I have to admit, I was sceptical about the chops sticks idea of catching the super heavy booster on decent.  It looked to me like it would result in heavy point loads on the air frame.  It also requires very precise alignment to be able to work.  But they tested it and it did work.  Well done SpaceX!

Observations from the New Horizons probe confirm that no new physics is needed to explain the amount of background light in the universe.
https://youtu.be/4SZHy54vyrI?si=-c98ms6tV2fEYhgq

Increasingly, what we observe in nature is well predicted by our theories.  The LHC confirmed the existence of the Higgs Boson.  Its mass was almost exactly what was predicted by the standard model.  Recent measurements of mass of the W Boson, are also exactly what was predicted by the standard model.  There seems to be very little room for new physics beyond what is already understood.  Our model of the universe, whilst not complete, is certainly approaching completion.

That statement is fundamentally false.  I will explain why.

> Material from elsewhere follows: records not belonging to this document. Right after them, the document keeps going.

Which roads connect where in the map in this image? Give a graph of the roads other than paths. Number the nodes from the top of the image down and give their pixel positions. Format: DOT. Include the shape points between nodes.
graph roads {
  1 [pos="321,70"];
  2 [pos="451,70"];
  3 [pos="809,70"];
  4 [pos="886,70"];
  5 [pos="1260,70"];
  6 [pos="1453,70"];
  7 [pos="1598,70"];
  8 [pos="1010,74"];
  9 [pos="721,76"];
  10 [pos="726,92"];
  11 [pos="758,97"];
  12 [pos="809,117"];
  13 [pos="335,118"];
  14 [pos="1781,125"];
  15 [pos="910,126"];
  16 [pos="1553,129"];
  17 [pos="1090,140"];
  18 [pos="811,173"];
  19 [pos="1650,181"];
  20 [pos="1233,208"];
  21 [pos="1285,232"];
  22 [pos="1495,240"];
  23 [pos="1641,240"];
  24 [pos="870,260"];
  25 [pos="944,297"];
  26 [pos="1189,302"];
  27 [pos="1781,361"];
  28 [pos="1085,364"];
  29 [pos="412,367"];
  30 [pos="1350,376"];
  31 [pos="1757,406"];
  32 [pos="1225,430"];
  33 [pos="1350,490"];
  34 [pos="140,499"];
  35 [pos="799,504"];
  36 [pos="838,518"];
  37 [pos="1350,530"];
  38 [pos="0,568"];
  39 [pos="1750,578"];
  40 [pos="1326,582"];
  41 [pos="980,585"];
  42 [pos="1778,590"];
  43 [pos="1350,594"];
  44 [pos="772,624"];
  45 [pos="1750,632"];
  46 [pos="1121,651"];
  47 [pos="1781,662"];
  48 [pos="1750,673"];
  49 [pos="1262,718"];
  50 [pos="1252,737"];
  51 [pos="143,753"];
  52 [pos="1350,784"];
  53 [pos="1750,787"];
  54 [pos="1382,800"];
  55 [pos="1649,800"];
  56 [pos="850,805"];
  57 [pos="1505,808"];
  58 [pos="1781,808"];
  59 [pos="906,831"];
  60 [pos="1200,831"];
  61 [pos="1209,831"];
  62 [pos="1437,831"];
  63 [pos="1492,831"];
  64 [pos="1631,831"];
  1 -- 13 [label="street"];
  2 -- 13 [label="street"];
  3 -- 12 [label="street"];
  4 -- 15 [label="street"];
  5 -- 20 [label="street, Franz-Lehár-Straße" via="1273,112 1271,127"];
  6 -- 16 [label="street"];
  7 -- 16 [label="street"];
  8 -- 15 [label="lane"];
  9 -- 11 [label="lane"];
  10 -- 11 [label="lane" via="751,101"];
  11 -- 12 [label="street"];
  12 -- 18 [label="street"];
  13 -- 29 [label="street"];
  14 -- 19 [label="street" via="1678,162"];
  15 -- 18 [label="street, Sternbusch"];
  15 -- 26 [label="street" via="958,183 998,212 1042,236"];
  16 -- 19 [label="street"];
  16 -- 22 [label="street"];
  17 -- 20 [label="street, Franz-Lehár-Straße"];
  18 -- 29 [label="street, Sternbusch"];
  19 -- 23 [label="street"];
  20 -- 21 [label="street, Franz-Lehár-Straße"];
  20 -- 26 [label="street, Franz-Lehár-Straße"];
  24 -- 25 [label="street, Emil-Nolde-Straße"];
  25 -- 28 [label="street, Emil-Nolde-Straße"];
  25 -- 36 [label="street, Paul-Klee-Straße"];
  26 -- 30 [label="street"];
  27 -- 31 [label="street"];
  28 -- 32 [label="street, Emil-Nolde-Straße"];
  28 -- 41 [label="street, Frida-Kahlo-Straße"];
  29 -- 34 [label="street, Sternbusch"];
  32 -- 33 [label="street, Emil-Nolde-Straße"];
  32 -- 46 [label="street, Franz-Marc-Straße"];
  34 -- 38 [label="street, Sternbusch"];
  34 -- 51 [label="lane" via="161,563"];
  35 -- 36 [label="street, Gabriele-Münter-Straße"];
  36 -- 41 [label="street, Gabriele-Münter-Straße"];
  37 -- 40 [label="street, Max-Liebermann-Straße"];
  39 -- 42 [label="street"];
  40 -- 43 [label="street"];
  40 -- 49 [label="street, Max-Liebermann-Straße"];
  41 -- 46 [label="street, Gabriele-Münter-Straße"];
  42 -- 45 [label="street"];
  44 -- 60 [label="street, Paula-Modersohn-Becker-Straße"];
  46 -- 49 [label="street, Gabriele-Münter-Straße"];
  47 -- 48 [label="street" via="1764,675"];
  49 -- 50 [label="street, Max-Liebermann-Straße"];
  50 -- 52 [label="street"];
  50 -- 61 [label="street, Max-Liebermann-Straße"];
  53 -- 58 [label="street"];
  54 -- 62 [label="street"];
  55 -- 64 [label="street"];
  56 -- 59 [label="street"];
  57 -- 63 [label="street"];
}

Firstly, human technology has very definitely peaked since the 1960s.  Peaked does not mean halted of course.  But there is a definite and noticable slowing of pace.  What we are seeing now is refinements, rather than fundamentally new technologies.  Microelectronics are the significant outlier that have seen great progress in the past three decades.  But this is now reaching physical limits.  A transistor cannot get smaller than a single atom.  This is a good example of how physics imposes ultimate limits that are simply impossible for us to cross.  This isn't a problem that results from failure of imagination.  It is a constraint imposed upon us by the fundamental nature of matter.  It is not negotiable or traversable.  It is an ultimate impasse, a hard limit that no amount of optimistic thinking or inventiveness will get past.  Not now or at any point in the future.

The same is true of many other things.  There are limits to the ultimate strength of materials.  The strength of any new material that we develop in the future, will be constrained by the strength of electrostatic force between protons and electrons.  There are limits to the melting point of materials, that ultimately come from the same place.  It isn't a coincidence that our strongest materials have high melting points.  There is a fundamental speed limit to the universe.  Limits to achievable energy densities.  These aren't things that new technologies can get past.  Indeed, technology is constrained to forever work within them.  We will never be able to build warp drives if doing so requires energy density comparable to a black hole.  It isn't possible to build things like that out of materials that we can use.  Likewise, the Heisenburg uncertainty principle tells us we can never build a Star Trek style transporter.  It is impossible with technology we have now and we know it will remain impossible with any technology that we may develop in the future.  We will never have Star Trek style tractor beams, for the simple reason that standard model physics doesn't allow us to produce beams of gravitons.

The laws of physics are finite.  There are only so many ways that particles can interact.  This tells us that no area of science can be infinitely complex.  The more we discover, the less there remains to be discovered.  Given that technology works within the bounds of physics, it follows that there are a finite number of permutations that we can develop.  Technology can continuously adjust to new circumstances, but it cannot grow infinitely complex or capable, because it can only operate within the bounds of the physical laws of the universe.  This tells us that the huge growth in new technology that we have seen this past 200 years, is likely to be a historic, one-time transition rather than being characteristic of a continuous state.  Technology is still developing in its complexity, but this is showing diminishing returns.  The 1950s bought us jet engines, for example.  The 2000s brought us new and improved jet engines, with better efficiency.  It didn't bring us compact micro-fusion reactors.  The laws of physics constrains what we can build.